Oleh : Sabila Rosyada
Dewasa
ini media masa Indonesia diramaikan dengan munculnya sebuah kelompok yang mengampanyekan
kebebasan gender dan orientasi seks. Mereka mengatasnamakan kebebasan
berekspresi sebagai alasan untuk mengangkat organisasi mereka ke tengah
masyarakat. Pergerakan mereka merambah dunia remaja dan kalangan muda melalui
media sosial hingga lembaga pendidikan setingkat Universitas.
Mulanya mereka
hanya sekelompok orang yang tidak diakui keberadaannya oleh masyarakat. Namun
seiring berjalannya waktu, mereka berkembng dengan cepat dan memiliki kelompok
masa yang semakin besar. Kini mereka dikenal dengan LGBT.
LGBT
merupakan akronim dari lesbian, gay, biseksual dan transgender.

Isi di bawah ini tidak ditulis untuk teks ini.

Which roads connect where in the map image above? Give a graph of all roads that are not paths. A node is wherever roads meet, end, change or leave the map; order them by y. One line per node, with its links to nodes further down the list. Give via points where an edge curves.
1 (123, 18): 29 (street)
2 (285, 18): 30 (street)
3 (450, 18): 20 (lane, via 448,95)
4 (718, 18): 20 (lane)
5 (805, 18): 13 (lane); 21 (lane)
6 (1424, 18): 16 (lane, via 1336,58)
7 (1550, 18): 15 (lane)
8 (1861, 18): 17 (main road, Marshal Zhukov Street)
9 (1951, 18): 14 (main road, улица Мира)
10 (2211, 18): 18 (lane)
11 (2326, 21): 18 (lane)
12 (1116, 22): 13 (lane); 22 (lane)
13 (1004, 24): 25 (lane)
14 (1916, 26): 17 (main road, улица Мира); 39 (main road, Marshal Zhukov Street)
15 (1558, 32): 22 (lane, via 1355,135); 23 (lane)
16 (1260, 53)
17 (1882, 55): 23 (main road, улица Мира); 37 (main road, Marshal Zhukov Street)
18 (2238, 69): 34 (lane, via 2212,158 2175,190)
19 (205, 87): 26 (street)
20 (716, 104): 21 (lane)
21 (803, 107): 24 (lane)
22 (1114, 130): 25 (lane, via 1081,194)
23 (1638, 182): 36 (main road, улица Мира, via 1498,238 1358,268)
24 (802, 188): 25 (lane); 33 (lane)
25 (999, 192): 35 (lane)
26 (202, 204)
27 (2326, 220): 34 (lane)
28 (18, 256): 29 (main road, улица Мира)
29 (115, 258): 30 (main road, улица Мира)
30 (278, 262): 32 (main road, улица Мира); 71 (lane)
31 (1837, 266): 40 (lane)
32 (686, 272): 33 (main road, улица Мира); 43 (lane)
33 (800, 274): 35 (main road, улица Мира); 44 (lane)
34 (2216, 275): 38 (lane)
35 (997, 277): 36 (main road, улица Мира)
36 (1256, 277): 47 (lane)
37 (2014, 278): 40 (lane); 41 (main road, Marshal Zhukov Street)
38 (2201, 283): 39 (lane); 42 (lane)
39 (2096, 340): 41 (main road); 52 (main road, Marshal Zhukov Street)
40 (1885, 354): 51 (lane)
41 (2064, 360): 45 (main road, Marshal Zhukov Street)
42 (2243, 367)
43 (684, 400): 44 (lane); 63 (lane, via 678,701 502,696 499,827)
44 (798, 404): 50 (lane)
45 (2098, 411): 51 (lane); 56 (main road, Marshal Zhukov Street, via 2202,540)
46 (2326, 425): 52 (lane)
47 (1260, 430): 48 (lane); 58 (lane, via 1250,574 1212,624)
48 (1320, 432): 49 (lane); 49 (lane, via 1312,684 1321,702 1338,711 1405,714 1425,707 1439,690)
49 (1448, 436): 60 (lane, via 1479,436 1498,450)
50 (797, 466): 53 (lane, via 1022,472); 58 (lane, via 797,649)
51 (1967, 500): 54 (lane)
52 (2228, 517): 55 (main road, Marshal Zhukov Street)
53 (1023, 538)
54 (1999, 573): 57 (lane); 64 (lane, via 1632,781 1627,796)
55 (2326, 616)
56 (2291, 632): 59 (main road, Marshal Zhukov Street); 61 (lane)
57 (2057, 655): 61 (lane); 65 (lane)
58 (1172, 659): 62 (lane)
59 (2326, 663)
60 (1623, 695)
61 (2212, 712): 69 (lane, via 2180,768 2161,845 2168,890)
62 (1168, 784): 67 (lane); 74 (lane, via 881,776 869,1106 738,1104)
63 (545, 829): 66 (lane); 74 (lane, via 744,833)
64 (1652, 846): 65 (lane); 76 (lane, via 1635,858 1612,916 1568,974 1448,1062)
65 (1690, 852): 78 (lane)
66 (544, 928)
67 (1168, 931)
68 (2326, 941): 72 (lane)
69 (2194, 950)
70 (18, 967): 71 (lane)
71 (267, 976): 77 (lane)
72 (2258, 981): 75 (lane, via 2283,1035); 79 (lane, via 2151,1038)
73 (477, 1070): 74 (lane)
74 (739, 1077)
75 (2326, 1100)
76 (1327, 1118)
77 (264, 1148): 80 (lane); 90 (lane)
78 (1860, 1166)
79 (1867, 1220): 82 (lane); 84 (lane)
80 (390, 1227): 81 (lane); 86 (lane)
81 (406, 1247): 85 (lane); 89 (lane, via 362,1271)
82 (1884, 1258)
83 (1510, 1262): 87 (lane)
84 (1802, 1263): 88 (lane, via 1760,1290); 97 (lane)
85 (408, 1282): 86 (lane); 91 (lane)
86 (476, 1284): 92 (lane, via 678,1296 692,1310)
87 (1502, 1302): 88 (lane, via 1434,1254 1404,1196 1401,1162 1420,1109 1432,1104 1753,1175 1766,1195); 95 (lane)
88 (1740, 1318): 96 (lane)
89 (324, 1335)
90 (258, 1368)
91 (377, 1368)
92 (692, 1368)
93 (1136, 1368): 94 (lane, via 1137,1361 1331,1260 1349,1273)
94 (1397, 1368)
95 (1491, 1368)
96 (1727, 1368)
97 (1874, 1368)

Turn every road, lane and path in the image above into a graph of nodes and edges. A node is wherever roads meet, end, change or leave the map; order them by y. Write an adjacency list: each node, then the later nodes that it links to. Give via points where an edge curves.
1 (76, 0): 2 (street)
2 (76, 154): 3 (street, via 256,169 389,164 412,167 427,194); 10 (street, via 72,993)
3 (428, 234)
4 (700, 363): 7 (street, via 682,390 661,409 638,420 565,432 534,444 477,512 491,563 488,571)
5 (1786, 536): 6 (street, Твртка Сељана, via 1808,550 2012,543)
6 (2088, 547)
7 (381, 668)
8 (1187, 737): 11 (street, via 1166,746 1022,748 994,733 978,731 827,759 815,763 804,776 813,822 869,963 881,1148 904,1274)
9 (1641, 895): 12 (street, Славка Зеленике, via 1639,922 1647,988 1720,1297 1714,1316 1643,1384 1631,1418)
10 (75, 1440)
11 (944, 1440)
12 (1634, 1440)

Akronim tersebut dibuat untuk menekankan keanekaragaman budaya menyimpang
berdasarkan identitas seksualitas dan gender. Seringkali istilah LGBT
digunakan untuk menyebut seseorang yang memiliki kecenderungan seks selain
penganut heteroseksual atau memiliki kecenderungan melakukan hubungan seks
dengan lawan jenis. Kelompok ini muncul saat terjadi revolusi seksual pada
tahun 1960-an di dunia barat, namun saat itu label LGBT belum disematkan kepada
mereka.
Peluang
mencari massa
Kejayaan kaum LGBT pertama kali
terjadi di dunia barat, kemudian secara berkala pengikut mereka tersebar ke
berbagai pelosok dunia. Penjajahan pola pikir yang dilakukan negara barat
terjadi bersamaan dengan masuknya budaya mereka ke dalam negeri. Transfer
budaya menjadi sebuah adegan mengerikan bila dilihat dari kacamata agama dan
budaya. LGBT masuk dan membius generasi bangsa dengan menawarkan sebuah
identitas baru. Identitas semu yang tidak sesuai dengan syari’at Islam dan
melenceng jauh dari moral beradab bangsa Indonesia.
Keberadaan
kelompok LGBT dipandang sebagai ancaman moral yang serius, khususnya bagi
generasi saat ini. Indonesia bukanlah negara yang melegalkan LGBT, maka wajar
bila penganutnya menghadapi tantangan hukum dan
pengasingan secara sosial oleh masyarakat pada umumnya. Dan secara alamiah hal
tersebut berdampak pada kebijakan politik. Misalnya, pasangan sesama jenis di
Indonesia dianggap tidak memenuhi syarat untuk mendapatkan perlindungan hukum
yang lazim diberikan kepada pasangan lawan jenis yang menikah.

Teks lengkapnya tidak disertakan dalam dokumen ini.